→ **About this exercise**: Nothing after the line containing "ring tip: (262, 175)" belongs in the answer; write out exactly every line from the start of the material up to it, including it.
——————
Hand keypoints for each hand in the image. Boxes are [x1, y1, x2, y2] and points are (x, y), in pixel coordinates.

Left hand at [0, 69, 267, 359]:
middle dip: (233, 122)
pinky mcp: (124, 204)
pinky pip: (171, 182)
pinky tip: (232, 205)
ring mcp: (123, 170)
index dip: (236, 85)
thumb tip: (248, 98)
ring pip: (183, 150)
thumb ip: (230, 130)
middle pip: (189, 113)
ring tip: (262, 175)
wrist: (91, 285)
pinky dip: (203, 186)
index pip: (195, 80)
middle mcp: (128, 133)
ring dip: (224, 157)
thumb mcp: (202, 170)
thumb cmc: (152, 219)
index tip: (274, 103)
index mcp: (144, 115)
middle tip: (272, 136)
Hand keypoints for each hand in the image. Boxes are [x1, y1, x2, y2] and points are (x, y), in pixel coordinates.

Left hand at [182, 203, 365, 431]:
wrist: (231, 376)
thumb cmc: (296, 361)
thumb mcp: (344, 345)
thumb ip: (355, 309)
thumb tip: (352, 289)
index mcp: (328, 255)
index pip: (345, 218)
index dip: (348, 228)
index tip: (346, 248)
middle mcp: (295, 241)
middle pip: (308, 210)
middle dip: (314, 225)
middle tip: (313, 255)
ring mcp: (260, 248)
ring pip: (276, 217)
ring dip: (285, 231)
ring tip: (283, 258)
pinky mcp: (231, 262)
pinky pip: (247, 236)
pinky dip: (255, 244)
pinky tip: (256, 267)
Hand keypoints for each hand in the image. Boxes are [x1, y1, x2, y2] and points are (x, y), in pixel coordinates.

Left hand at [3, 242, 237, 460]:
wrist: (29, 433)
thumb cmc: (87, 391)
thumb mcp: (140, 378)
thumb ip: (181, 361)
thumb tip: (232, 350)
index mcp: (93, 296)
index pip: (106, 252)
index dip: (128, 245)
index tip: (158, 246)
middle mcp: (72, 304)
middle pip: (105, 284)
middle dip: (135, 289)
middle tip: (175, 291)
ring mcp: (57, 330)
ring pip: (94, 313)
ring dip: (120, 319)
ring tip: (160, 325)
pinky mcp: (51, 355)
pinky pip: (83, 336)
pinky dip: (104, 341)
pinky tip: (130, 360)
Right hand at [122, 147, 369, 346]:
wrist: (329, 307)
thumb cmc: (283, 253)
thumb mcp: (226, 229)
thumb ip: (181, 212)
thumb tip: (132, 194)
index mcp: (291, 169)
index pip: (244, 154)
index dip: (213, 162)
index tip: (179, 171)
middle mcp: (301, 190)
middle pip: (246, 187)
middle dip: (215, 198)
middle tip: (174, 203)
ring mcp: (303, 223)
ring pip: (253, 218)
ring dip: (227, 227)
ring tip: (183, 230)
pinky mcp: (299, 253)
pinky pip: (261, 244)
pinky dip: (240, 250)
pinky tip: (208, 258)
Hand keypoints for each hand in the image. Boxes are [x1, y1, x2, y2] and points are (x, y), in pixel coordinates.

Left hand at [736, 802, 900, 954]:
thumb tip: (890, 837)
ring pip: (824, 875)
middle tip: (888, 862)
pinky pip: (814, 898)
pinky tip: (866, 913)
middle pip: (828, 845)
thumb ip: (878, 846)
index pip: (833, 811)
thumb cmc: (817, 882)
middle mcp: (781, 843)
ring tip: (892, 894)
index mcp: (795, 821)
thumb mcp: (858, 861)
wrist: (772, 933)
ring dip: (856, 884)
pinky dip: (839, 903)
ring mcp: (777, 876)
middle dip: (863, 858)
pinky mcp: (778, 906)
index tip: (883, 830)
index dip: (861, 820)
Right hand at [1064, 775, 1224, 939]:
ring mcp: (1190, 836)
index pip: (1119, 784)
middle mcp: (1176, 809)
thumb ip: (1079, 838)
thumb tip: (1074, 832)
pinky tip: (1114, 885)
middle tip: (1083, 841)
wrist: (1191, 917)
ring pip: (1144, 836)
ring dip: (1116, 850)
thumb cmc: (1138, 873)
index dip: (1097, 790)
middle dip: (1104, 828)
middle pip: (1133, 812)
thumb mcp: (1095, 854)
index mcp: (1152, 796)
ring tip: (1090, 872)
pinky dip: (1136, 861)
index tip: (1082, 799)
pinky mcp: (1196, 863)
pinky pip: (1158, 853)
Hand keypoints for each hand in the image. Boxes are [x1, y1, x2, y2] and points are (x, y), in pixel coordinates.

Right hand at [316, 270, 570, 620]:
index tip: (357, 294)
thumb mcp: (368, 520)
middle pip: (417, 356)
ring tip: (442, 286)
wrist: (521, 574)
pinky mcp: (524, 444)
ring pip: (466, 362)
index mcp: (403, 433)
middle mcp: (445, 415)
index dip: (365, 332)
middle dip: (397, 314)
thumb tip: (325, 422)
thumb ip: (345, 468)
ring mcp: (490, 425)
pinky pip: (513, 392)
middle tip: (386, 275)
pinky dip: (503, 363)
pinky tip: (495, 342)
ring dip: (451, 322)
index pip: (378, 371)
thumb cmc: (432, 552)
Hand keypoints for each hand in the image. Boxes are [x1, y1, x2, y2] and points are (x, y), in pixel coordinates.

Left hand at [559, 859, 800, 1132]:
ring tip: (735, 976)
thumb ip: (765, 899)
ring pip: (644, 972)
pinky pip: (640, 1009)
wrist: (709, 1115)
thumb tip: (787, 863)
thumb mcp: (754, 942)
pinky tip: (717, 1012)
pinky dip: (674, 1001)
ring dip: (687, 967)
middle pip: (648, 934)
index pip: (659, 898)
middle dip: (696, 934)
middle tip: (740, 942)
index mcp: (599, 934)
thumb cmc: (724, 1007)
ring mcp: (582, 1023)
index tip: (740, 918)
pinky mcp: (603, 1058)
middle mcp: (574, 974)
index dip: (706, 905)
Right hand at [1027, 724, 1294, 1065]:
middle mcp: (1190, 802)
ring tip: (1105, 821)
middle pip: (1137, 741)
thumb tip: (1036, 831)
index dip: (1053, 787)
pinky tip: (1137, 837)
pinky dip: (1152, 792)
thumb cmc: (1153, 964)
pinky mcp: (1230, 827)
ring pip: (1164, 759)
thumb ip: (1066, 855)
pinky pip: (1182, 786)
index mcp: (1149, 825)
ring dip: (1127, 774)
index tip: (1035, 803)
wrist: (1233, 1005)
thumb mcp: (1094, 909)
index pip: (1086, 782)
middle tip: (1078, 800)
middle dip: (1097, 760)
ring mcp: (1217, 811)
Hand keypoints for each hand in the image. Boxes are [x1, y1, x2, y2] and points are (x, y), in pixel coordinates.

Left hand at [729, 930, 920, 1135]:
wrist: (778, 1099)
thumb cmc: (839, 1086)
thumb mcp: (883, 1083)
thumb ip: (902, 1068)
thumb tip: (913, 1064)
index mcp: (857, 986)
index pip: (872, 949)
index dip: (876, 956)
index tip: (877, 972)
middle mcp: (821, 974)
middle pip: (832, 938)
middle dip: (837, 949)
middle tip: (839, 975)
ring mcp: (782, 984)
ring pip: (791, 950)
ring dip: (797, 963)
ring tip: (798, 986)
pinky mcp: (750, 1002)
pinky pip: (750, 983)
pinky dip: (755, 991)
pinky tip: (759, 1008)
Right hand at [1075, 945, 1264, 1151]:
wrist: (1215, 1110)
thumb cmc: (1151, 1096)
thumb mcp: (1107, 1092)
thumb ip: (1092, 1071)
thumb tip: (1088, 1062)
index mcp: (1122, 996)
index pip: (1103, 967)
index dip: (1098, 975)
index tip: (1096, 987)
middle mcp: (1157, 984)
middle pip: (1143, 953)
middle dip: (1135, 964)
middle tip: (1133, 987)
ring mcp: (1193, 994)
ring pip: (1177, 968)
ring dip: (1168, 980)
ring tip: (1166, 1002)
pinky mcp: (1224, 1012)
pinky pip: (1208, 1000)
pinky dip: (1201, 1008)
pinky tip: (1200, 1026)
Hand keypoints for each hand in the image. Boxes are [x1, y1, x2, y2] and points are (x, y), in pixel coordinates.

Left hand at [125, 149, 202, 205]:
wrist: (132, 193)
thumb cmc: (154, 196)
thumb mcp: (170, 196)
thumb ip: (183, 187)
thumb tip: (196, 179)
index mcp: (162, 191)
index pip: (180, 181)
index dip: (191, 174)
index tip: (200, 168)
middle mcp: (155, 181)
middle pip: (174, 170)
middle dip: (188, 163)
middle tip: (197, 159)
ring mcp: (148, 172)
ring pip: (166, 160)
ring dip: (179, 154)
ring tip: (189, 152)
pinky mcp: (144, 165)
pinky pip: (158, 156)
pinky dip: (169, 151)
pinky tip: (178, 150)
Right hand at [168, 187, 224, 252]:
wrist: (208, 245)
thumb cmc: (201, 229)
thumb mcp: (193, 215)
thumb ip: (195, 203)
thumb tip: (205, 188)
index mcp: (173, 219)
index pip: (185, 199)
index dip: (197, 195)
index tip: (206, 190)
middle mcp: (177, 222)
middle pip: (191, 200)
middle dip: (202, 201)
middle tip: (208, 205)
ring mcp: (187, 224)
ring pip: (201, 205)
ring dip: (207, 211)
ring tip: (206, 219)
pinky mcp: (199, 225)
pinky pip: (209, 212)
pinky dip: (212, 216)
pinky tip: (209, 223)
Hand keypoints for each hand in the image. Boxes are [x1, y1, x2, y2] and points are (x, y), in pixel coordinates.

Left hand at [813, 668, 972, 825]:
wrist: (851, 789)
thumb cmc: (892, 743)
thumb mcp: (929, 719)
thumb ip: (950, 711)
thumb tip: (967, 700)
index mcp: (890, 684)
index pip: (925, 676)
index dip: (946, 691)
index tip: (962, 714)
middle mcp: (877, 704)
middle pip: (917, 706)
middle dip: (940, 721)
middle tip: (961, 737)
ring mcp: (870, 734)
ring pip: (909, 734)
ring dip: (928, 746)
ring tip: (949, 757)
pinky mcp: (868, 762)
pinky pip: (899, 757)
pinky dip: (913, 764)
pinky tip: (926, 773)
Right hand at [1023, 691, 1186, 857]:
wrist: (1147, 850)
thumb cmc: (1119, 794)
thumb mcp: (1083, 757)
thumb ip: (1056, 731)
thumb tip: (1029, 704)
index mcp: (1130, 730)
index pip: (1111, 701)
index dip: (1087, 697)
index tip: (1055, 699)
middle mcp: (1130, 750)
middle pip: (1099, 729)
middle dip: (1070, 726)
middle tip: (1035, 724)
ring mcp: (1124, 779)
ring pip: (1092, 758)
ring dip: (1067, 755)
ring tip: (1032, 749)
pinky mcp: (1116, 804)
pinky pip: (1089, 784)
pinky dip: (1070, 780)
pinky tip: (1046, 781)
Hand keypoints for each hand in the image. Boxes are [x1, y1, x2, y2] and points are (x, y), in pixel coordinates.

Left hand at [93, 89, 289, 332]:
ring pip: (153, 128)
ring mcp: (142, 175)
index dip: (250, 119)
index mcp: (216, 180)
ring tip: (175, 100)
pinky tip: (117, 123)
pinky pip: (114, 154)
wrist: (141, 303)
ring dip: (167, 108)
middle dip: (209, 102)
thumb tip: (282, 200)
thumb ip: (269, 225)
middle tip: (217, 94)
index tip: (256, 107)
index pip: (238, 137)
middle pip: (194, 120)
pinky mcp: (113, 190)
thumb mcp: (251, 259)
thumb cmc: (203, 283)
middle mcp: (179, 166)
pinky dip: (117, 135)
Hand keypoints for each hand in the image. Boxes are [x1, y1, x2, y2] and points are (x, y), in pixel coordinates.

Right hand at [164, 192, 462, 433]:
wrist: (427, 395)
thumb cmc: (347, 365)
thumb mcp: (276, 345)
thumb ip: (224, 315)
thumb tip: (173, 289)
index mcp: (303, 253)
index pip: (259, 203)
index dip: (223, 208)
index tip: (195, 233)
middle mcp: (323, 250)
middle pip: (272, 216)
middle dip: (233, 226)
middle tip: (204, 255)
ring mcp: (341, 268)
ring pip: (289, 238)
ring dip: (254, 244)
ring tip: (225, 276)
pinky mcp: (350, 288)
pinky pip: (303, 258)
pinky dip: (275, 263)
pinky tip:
——————
→ **Exercise answer**:
Hand keypoints for each hand in the image. Boxes are [x1, y1, x2, y2] and points are (x, y), in pixel coordinates.

Left hand at [0, 69, 267, 359]:
middle dip: (233, 122)
pinky mcp: (124, 204)
pinky pip: (171, 182)
pinky tip: (232, 205)
ring mcp: (123, 170)
index dip: (236, 85)
thumb tip: (248, 98)
ring pip: (183, 150)
thumb ip: (230, 130)
middle pip: (189, 113)
ring tip: (262, 175)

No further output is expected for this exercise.